Directions for this task: Every entry below should be written out again exactly.

─── Input records ───

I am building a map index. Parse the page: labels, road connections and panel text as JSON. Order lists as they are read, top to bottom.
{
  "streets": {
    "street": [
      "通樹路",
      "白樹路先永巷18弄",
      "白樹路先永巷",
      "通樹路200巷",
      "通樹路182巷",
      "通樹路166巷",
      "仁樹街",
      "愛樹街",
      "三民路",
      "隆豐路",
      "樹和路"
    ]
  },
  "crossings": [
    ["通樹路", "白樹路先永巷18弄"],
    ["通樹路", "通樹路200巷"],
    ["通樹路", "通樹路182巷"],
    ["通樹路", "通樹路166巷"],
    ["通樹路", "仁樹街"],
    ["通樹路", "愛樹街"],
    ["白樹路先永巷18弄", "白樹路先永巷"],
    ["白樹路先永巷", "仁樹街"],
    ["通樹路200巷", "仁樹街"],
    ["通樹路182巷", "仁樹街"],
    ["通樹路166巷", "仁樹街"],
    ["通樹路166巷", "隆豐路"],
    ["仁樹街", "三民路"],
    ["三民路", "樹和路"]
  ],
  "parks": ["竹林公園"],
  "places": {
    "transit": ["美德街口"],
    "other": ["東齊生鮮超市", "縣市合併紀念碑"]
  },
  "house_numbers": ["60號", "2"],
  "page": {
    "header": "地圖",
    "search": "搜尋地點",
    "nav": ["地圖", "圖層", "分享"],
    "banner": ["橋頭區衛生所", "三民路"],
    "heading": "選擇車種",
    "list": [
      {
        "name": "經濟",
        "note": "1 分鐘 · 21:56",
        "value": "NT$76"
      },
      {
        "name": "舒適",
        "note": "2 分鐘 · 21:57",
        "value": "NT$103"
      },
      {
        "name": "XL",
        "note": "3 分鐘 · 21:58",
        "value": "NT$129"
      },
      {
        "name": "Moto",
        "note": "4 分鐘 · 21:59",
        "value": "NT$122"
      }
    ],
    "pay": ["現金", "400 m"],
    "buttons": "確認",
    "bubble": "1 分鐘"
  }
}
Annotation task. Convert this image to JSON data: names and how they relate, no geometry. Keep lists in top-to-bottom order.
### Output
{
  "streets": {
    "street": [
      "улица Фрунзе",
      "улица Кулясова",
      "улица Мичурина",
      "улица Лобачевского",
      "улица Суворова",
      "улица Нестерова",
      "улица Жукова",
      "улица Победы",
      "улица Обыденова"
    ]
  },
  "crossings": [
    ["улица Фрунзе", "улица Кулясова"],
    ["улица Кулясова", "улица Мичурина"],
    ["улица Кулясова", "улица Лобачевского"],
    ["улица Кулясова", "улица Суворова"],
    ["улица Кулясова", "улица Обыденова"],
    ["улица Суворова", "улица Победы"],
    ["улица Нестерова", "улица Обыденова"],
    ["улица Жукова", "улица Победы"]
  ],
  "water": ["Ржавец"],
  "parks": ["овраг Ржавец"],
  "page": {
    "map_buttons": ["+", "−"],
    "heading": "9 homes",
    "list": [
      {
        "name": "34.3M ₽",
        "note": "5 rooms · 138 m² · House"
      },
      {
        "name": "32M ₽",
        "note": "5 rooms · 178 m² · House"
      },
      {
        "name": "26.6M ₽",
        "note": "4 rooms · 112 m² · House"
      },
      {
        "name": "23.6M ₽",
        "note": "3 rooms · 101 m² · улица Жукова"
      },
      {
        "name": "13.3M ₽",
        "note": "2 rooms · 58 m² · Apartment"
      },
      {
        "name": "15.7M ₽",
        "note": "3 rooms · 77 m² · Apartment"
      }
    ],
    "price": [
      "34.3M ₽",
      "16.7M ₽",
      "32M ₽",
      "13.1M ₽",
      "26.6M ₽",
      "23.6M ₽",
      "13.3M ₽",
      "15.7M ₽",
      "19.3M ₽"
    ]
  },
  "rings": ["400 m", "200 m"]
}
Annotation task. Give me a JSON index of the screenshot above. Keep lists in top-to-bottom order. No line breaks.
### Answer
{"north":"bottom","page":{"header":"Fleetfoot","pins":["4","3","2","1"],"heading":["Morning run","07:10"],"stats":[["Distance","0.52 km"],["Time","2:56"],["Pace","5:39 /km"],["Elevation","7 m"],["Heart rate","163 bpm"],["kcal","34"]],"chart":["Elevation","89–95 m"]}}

───

Answer for this exercise:
I am building a map index. Parse the page: labels, road connections and panel text as JSON. Order lists as they are read, top to bottom.
{
  "streets": {
    "street": [
      "通樹路",
      "白樹路先永巷18弄",
      "白樹路先永巷",
      "通樹路200巷",
      "通樹路182巷",
      "通樹路166巷",
      "仁樹街",
      "愛樹街",
      "三民路",
      "隆豐路",
      "樹和路"
    ]
  },
  "crossings": [
    ["通樹路", "白樹路先永巷18弄"],
    ["通樹路", "通樹路200巷"],
    ["通樹路", "通樹路182巷"],
    ["通樹路", "通樹路166巷"],
    ["通樹路", "仁樹街"],
    ["通樹路", "愛樹街"],
    ["白樹路先永巷18弄", "白樹路先永巷"],
    ["白樹路先永巷", "仁樹街"],
    ["通樹路200巷", "仁樹街"],
    ["通樹路182巷", "仁樹街"],
    ["通樹路166巷", "仁樹街"],
    ["通樹路166巷", "隆豐路"],
    ["仁樹街", "三民路"],
    ["三民路", "樹和路"]
  ],
  "parks": ["竹林公園"],
  "places": {
    "transit": ["美德街口"],
    "other": ["東齊生鮮超市", "縣市合併紀念碑"]
  },
  "house_numbers": ["60號", "2"],
  "page": {
    "header": "地圖",
    "search": "搜尋地點",
    "nav": ["地圖", "圖層", "分享"],
    "banner": ["橋頭區衛生所", "三民路"],
    "heading": "選擇車種",
    "list": [
      {
        "name": "經濟",
        "note": "1 分鐘 · 21:56",
        "value": "NT$76"
      },
      {
        "name": "舒適",
        "note": "2 分鐘 · 21:57",
        "value": "NT$103"
      },
      {
        "name": "XL",
        "note": "3 分鐘 · 21:58",
        "value": "NT$129"
      },
      {
        "name": "Moto",
        "note": "4 分鐘 · 21:59",
        "value": "NT$122"
      }
    ],
    "pay": ["現金", "400 m"],
    "buttons": "確認",
    "bubble": "1 分鐘"
  }
}
Annotation task. Convert this image to JSON data: names and how they relate, no geometry. Keep lists in top-to-bottom order.
### Output
{
  "streets": {
    "street": [
      "улица Фрунзе",
      "улица Кулясова",
      "улица Мичурина",
      "улица Лобачевского",
      "улица Суворова",
      "улица Нестерова",
      "улица Жукова",
      "улица Победы",
      "улица Обыденова"
    ]
  },
  "crossings": [
    ["улица Фрунзе", "улица Кулясова"],
    ["улица Кулясова", "улица Мичурина"],
    ["улица Кулясова", "улица Лобачевского"],
    ["улица Кулясова", "улица Суворова"],
    ["улица Кулясова", "улица Обыденова"],
    ["улица Суворова", "улица Победы"],
    ["улица Нестерова", "улица Обыденова"],
    ["улица Жукова", "улица Победы"]
  ],
  "water": ["Ржавец"],
  "parks": ["овраг Ржавец"],
  "page": {
    "map_buttons": ["+", "−"],
    "heading": "9 homes",
    "list": [
      {
        "name": "34.3M ₽",
        "note": "5 rooms · 138 m² · House"
      },
      {
        "name": "32M ₽",
        "note": "5 rooms · 178 m² · House"
      },
      {
        "name": "26.6M ₽",
        "note": "4 rooms · 112 m² · House"
      },
      {
        "name": "23.6M ₽",
        "note": "3 rooms · 101 m² · улица Жукова"
      },
      {
        "name": "13.3M ₽",
        "note": "2 rooms · 58 m² · Apartment"
      },
      {
        "name": "15.7M ₽",
        "note": "3 rooms · 77 m² · Apartment"
      }
    ],
    "price": [
      "34.3M ₽",
      "16.7M ₽",
      "32M ₽",
      "13.1M ₽",
      "26.6M ₽",
      "23.6M ₽",
      "13.3M ₽",
      "15.7M ₽",
      "19.3M ₽"
    ]
  },
  "rings": ["400 m", "200 m"]
}
Annotation task. Give me a JSON index of the screenshot above. Keep lists in top-to-bottom order. No line breaks.
### Answer
{"north":"bottom","page":{"header":"Fleetfoot","pins":["4","3","2","1"],"heading":["Morning run","07:10"],"stats":[["Distance","0.52 km"],["Time","2:56"],["Pace","5:39 /km"],["Elevation","7 m"],["Heart rate","163 bpm"],["kcal","34"]],"chart":["Elevation","89–95 m"]}}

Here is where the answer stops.